Re: [RFC] e1000e: Relax condition to trigger reset for ME workaround

From: Punit Agrawal
Date: Thu May 14 2020 - 21:58:07 EST


Alexander Duyck <alexander.duyck@xxxxxxxxx> writes:

> On Mon, May 11, 2020 at 9:45 PM Punit Agrawal
> <punit1.agrawal@xxxxxxxxxxxxx> wrote:
>>
>> It's an error if the value of the RX/TX tail descriptor does not match
>> what was written. The error condition is true regardless the duration
>> of the interference from ME. But the code only performs the reset if
>> E1000_ICH_FWSM_PCIM2PCI_COUNT (2000) iterations of 50us delay have
>> transpired.
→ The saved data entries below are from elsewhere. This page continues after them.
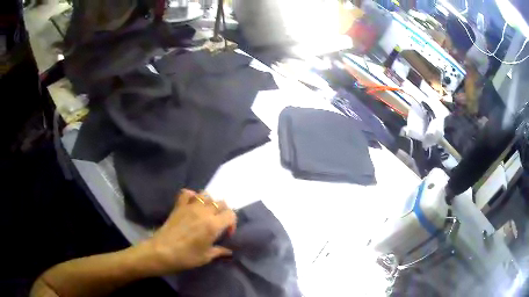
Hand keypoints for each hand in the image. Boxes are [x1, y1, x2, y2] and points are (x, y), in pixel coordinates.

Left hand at [140, 189, 236, 274]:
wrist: (162, 252)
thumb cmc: (186, 257)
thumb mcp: (206, 257)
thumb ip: (219, 251)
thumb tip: (229, 252)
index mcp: (213, 225)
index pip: (231, 214)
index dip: (232, 223)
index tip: (226, 234)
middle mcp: (204, 212)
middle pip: (220, 203)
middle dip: (223, 212)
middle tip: (218, 224)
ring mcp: (190, 206)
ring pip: (206, 195)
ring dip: (209, 202)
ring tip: (206, 213)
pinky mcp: (178, 206)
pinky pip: (186, 193)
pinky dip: (191, 195)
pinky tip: (192, 204)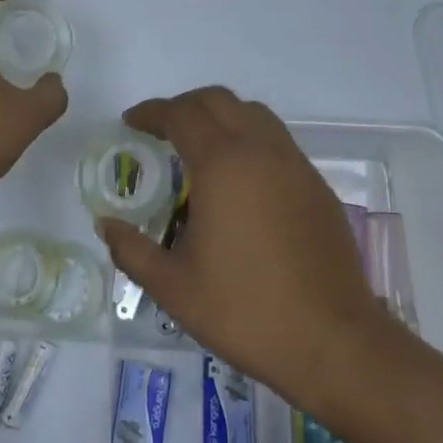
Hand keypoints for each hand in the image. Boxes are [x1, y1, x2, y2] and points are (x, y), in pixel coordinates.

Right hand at [94, 87, 400, 407]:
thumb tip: (107, 225)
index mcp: (223, 164)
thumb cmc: (246, 311)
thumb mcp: (174, 288)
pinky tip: (240, 181)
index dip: (151, 112)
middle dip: (184, 106)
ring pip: (253, 113)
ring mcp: (295, 165)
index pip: (181, 114)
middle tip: (160, 131)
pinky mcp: (317, 186)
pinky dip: (249, 139)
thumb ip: (132, 250)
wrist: (335, 343)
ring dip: (220, 116)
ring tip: (199, 148)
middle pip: (218, 100)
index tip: (130, 123)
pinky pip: (276, 140)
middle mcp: (261, 151)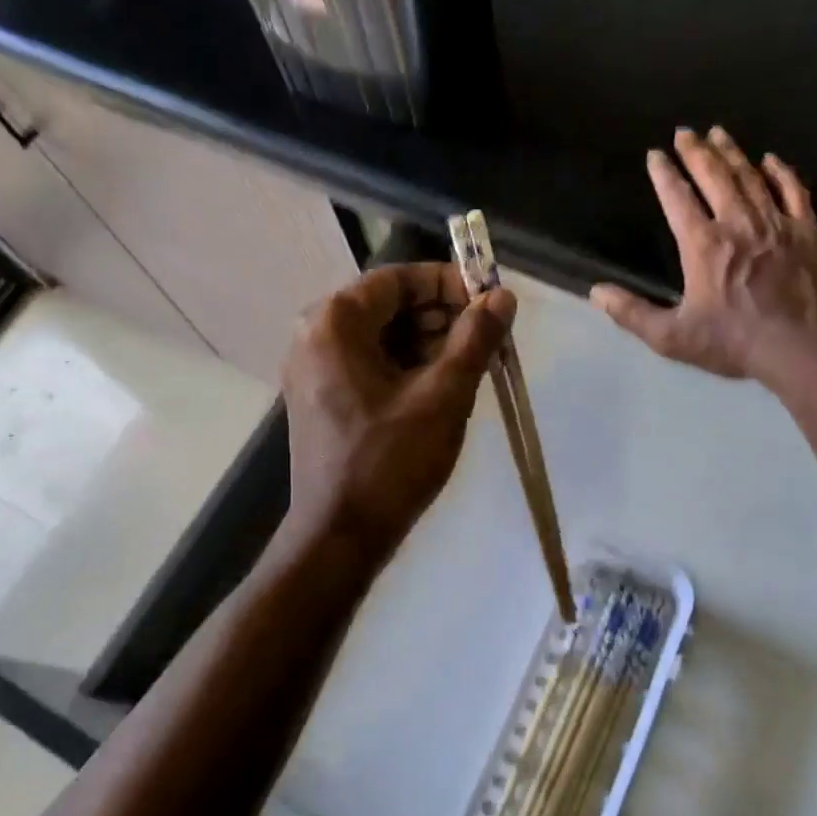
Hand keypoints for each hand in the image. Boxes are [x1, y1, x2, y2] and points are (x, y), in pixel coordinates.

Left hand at [282, 262, 515, 559]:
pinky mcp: (322, 399)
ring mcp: (314, 370)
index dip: (449, 283)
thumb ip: (474, 340)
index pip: (399, 279)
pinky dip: (406, 369)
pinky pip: (369, 366)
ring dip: (428, 345)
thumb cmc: (390, 462)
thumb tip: (502, 297)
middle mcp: (314, 336)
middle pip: (388, 306)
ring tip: (473, 367)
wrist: (340, 536)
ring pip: (381, 338)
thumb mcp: (443, 397)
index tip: (491, 302)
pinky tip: (443, 389)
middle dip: (441, 317)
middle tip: (488, 339)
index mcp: (334, 322)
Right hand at [590, 127, 816, 378]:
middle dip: (696, 152)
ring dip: (732, 153)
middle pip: (714, 177)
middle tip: (685, 131)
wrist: (801, 348)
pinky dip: (781, 172)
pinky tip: (771, 160)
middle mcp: (738, 223)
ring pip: (751, 177)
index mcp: (703, 245)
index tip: (654, 154)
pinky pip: (794, 191)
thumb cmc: (732, 343)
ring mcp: (776, 223)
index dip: (664, 175)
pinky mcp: (808, 232)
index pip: (678, 200)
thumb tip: (596, 292)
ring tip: (719, 133)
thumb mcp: (671, 337)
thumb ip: (631, 313)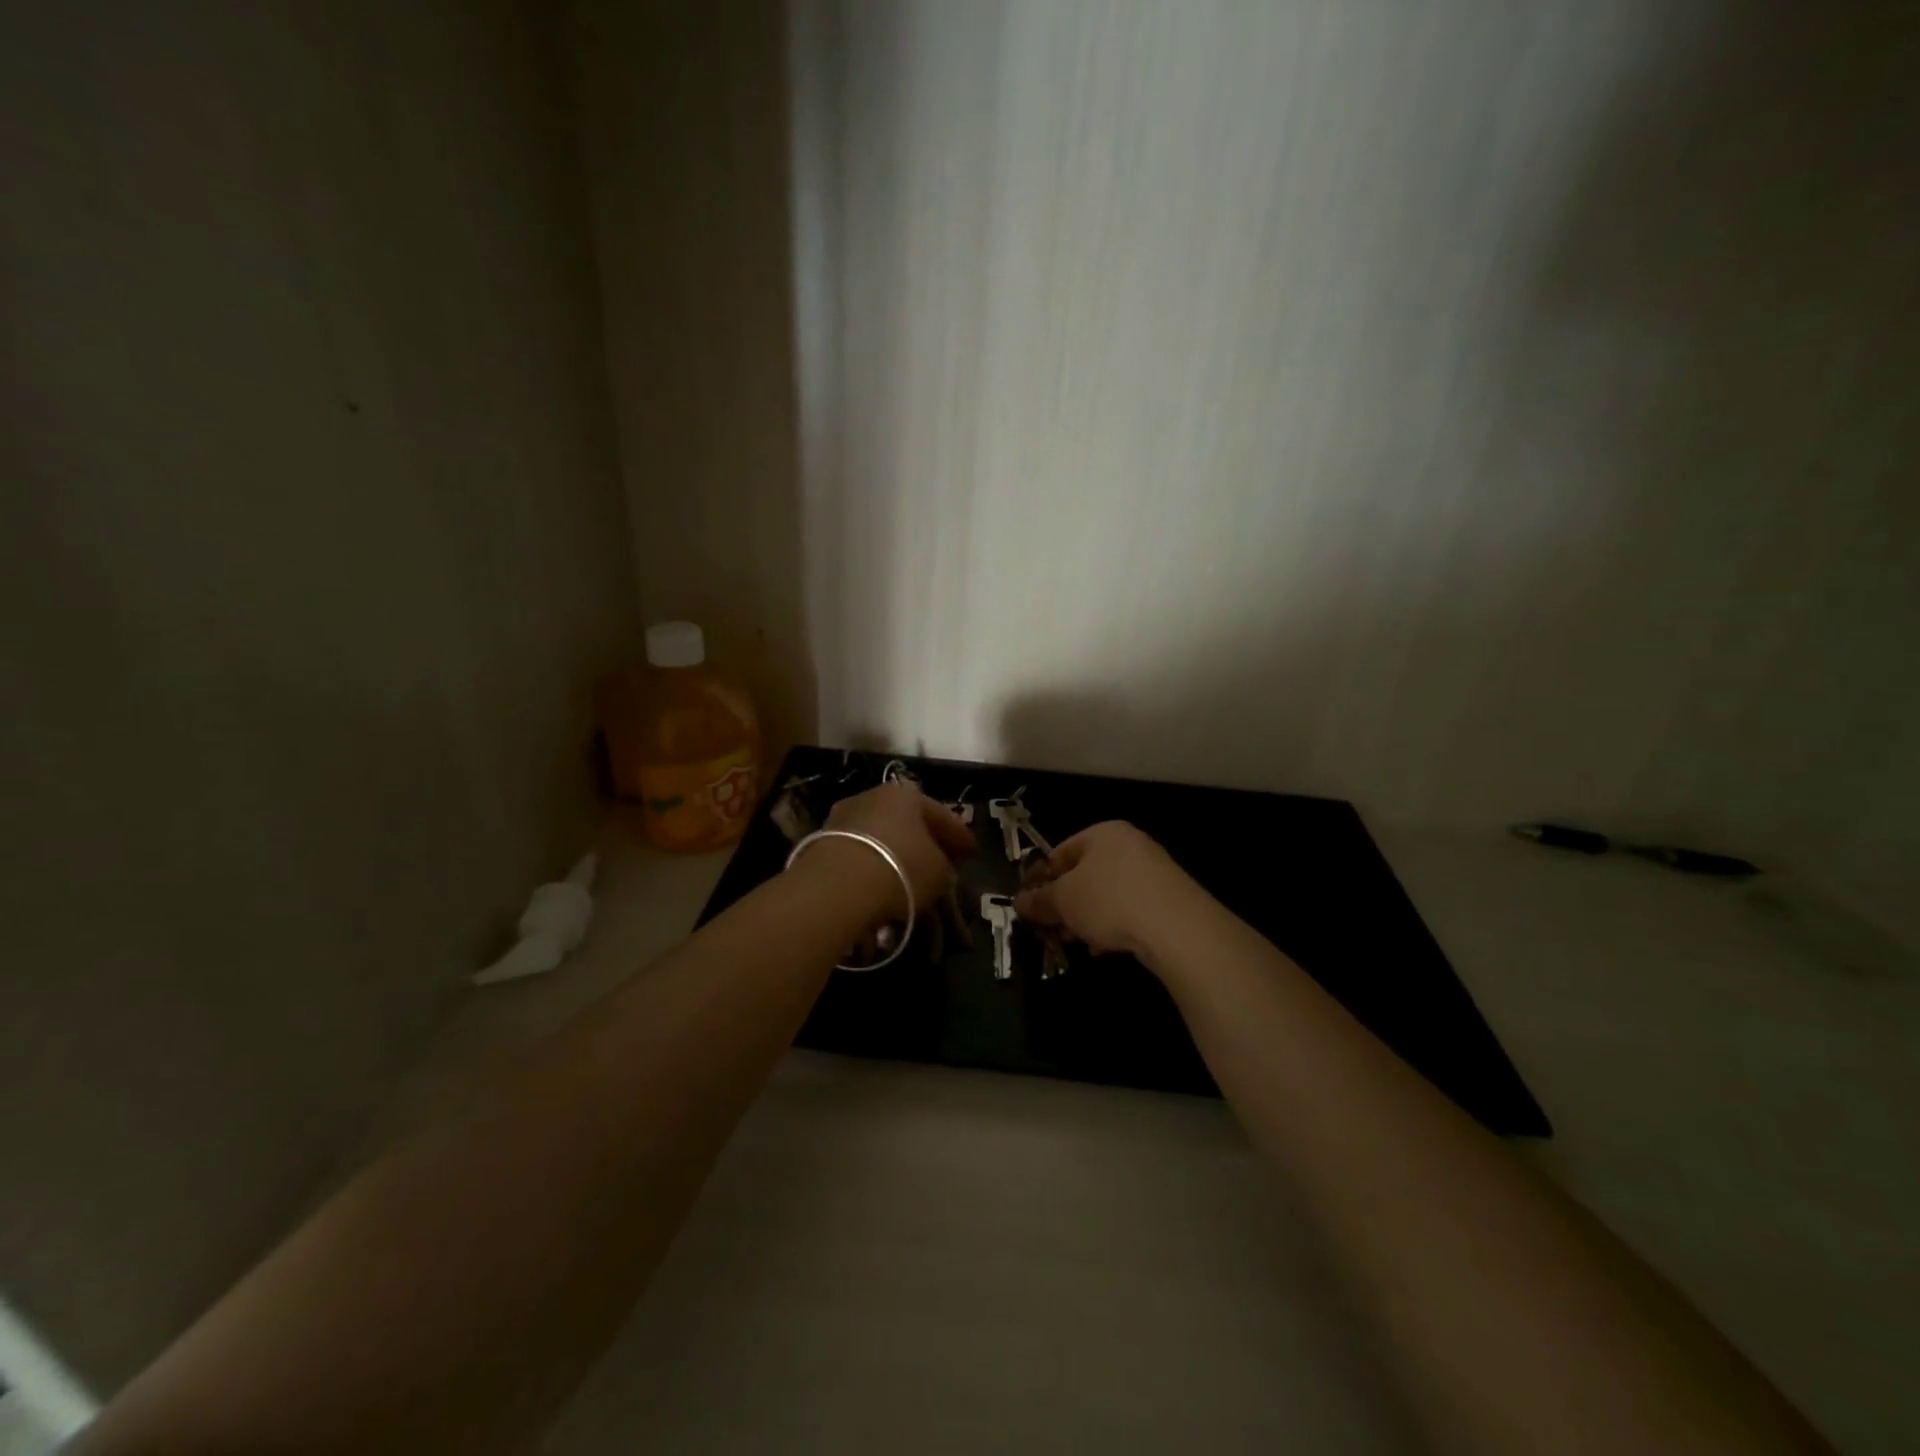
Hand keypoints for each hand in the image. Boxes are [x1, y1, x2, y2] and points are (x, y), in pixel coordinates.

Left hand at [818, 781, 974, 919]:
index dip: (960, 836)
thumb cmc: (901, 868)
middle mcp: (873, 796)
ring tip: (908, 878)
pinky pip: (859, 853)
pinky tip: (880, 884)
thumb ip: (946, 867)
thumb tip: (943, 868)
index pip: (942, 814)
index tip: (972, 853)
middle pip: (907, 821)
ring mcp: (843, 817)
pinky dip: (872, 866)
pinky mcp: (821, 841)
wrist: (837, 885)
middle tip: (941, 862)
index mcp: (907, 794)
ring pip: (880, 836)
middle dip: (925, 841)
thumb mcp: (940, 872)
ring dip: (895, 854)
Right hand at [1013, 821, 1197, 959]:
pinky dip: (1113, 925)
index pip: (1060, 851)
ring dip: (1086, 918)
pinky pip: (1129, 909)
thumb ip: (1039, 900)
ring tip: (1074, 942)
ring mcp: (1153, 872)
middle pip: (1084, 874)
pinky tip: (1103, 948)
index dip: (1040, 877)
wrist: (1177, 927)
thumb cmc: (1110, 900)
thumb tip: (1019, 903)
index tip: (1027, 903)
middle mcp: (1130, 845)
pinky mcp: (1168, 899)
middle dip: (1063, 903)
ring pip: (1106, 894)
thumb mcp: (1063, 900)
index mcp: (1103, 833)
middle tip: (1048, 927)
The extra condition can lead to inconsistency between the
>> state of hardware as expected by the driver.
>>
>> Fix this by dropping the check for number of delay iterations.
>>
>> Signed-off-by: Punit Agrawal <punit1.agrawal@xxxxxxxxxxxxx>
>> Cc: Jeff Kirsher <jeffrey.t.kirsher@xxxxxxxxx>
>> Cc: "David S. Miller" <davem@xxxxxxxxxxxxx>
>> Cc: intel-wired-lan@xxxxxxxxxxxxxxxx
>> Cc: netdev@xxxxxxxxxxxxxxx
>> Cc: linux-kernel@xxxxxxxxxxxxxxx
>> ---
>> Hi,
>>
>> The issue was noticed through code inspection while backporting the
>> workaround for TDT corruption. Sending it out as an RFC as I am not
>> familiar with the hardware internals of the e1000e.
>>
>> Another unresolved question is the inherent racy nature of the
>> workaround - the ME could block access again after releasing the
>> device (i.e., BIT(E1000_ICH_FWSM_PCIM2PCI) clear) but before the
>> driver performs the write. Has this not been a problem?
>>
>> Any feedback on the patch or the more information on the issues
>> appreciated.
>>
>> Thanks,
>> Punit
>>
>> drivers/net/ethernet/intel/e1000e/netdev.c | 8 ++++----
>> 1 file changed, 4 insertions(+), 4 deletions(-)
>>
>> diff --git a/drivers/net/ethernet/intel/e1000e/netdev.c b/drivers/net/ethernet/intel/e1000e/netdev.c
>> index 177c6da80c57..5ed4d7ed35b3 100644
>> --- a/drivers/net/ethernet/intel/e1000e/netdev.c
>> +++ b/drivers/net/ethernet/intel/e1000e/netdev.c
>> @@ -607,11 +607,11 @@ static void e1000e_update_rdt_wa(struct e1000_ring *rx_ring, unsigned int i)
>> {
>> struct e1000_adapter *adapter = rx_ring->adapter;
>> struct e1000_hw *hw = &adapter->hw;
>> - s32 ret_val = __ew32_prepare(hw);
>>
>> + __ew32_prepare(hw);
>> writel(i, rx_ring->tail);
>>
>> - if (unlikely(!ret_val && (i != readl(rx_ring->tail)))) {
>> + if (unlikely(i != readl(rx_ring->tail))) {
>> u32 rctl = er32(RCTL);
>>
>> ew32(RCTL, rctl & ~E1000_RCTL_EN);
>> @@ -624,11 +624,11 @@ static void e1000e_update_tdt_wa(struct e1000_ring *tx_ring, unsigned int i)
>> {
>> struct e1000_adapter *adapter = tx_ring->adapter;
>> struct e1000_hw *hw = &adapter->hw;
>> - s32 ret_val = __ew32_prepare(hw);
>>
>> + __ew32_prepare(hw);
>> writel(i, tx_ring->tail);
>>
>> - if (unlikely(!ret_val && (i != readl(tx_ring->tail)))) {
>> + if (unlikely(i != readl(tx_ring->tail))) {
>> u32 tctl = er32(TCTL);
>>
>> ew32(TCTL, tctl & ~E1000_TCTL_EN);
>
> You are eliminating the timeout check in favor of just verifying if
> the write succeeded or not. Seems pretty straight forward to me.
>
> One other change you may consider making would be to drop the return
> value from __ew32_prepare since it doesn't appear to be used anywhere,
> make the function static, and maybe get rid of the prototype in
> e1000.h.
>
> Reviewed-by: Alexander Duyck <alexander.h.duyck@xxxxxxxxxxxxxxx>

Thanks! I will send out an update dropping the return and the prototype.